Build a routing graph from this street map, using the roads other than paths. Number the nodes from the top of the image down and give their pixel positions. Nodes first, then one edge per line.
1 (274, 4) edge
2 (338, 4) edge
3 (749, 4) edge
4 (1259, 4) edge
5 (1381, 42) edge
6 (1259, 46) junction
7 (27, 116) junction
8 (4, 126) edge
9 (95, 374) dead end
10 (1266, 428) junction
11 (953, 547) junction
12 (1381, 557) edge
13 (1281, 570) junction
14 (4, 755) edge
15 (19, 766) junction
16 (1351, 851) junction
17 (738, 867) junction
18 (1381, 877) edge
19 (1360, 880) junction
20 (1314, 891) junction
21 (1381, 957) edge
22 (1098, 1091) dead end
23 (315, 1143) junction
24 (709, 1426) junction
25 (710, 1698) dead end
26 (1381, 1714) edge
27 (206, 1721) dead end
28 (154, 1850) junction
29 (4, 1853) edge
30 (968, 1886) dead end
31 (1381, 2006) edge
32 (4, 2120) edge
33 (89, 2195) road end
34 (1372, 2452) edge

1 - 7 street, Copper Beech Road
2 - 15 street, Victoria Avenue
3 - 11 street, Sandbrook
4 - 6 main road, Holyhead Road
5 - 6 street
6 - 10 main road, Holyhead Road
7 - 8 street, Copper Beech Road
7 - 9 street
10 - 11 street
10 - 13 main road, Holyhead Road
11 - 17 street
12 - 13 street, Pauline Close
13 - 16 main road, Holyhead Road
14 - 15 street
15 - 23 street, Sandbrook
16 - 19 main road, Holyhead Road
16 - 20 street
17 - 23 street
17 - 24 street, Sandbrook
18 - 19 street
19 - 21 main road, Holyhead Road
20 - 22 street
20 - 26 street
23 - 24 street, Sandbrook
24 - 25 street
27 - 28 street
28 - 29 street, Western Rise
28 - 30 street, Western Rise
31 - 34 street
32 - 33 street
□ □ □ □ □
WORK TO BE COMPLETED -> From the lines above, copy those that contain the word "Sandbrook".

WORKED SOLUTION ->
3 - 11 street, Sandbrook
15 - 23 street, Sandbrook
17 - 24 street, Sandbrook
23 - 24 street, Sandbrook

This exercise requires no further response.